One in five buyers goes electric as new car market gets electrified boost, while new analysis reveals average new car CO2 reached record low, down -11.2% in 2021.
The UK automotive sector recorded a positive start to 2022 as 115,087 new cars were registered, according to the latest figures from the Society of Motor Manufacturers and Traders (SMMT). Registrations were up by more than a quarter (27.5%) on January 2021, when lockdown restrictions kept car showrooms shut.
Electrified vehicles continue to bolster the growth, with battery electric (BEV), plug-in hybrid (PHEV) and hybrid (HEV) cars accounting for 71.5% of the uplift in registrations.
Plug-in vehicles enjoyed another bumper month, with 14,433 BEVs and 9,047 PHEVs registered, equal to some 20.4% of the market. With 13,492 HEVs also registered, almost one in three new cars joining British roads in January was electrified.

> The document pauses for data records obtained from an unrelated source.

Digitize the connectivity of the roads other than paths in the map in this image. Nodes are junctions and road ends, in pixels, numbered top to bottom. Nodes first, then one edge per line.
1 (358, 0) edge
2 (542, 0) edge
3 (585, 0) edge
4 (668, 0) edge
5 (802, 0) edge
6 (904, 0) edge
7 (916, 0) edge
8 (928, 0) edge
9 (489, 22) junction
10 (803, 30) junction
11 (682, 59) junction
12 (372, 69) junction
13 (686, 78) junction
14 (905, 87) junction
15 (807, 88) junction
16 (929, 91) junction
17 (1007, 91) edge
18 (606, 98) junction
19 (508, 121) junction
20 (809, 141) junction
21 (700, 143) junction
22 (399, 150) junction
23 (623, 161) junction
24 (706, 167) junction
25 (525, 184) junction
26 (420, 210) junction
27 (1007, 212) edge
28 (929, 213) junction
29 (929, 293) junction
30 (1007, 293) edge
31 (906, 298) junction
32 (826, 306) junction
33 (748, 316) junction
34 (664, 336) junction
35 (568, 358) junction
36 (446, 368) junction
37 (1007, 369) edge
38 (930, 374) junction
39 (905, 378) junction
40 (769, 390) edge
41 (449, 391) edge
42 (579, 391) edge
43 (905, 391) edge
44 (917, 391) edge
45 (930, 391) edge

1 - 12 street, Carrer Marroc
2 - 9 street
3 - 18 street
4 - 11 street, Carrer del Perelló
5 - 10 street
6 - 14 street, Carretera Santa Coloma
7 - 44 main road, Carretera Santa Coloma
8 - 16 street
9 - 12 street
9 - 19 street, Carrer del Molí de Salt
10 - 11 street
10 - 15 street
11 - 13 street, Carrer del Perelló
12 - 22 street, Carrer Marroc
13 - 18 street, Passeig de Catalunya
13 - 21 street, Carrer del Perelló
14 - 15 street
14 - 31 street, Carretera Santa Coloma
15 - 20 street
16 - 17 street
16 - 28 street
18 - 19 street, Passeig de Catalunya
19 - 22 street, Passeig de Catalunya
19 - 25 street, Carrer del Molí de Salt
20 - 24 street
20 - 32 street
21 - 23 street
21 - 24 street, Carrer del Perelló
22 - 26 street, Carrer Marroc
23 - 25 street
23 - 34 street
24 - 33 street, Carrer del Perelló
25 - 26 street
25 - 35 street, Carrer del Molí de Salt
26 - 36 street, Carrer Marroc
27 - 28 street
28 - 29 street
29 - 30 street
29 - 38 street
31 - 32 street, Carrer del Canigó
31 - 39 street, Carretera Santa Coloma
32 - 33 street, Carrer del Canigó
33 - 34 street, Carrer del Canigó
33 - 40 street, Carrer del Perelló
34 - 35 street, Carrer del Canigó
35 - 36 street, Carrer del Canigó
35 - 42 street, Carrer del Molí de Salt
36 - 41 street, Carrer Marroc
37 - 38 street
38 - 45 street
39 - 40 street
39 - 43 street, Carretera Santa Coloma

There are now more than 140 plug-in car models available to UK buyers, with almost 50 more scheduled for release in 2022. Cutting CO2 even further, however, will require more drivers to switch to electric and other zero emission technologies.
One of the obstacles remains perceptions of a lack of charging infrastructure, which must be built ahead of demand – and that demand is increasing exponentially.
Furthermore, as manufacturers strive to bring down the costs of these new technologies, government support through purchase incentives and reduced motoring taxes can help accelerate the take-up so that the road transport sector can meet society’s net zero timeline.
The rapid pace of change is underlined by the latest market outlook, which forecasts registrations of BEVs and PHEVs to grow by 61% and 42% respectively in 2022, meaning that, by the end of the year, almost one in four new cars would come with a plug.
Mike Hawes, SMMT Chief Executive, said: “Given the lockdown-impacted January 2021, this month’s figures were always going to be an improvement but it is still reassuring to see a strengthening market. Once again it is electrified vehicles that are driving the growth, despite the ongoing headwinds of chip shortages, rising inflation and the cost-of-living squeeze.
“2022 is off to a reasonable start, however, and with around 50 new electrified models due for release this year, customers will have an ever greater choice, which can only be good for our shared environmental ambitions.”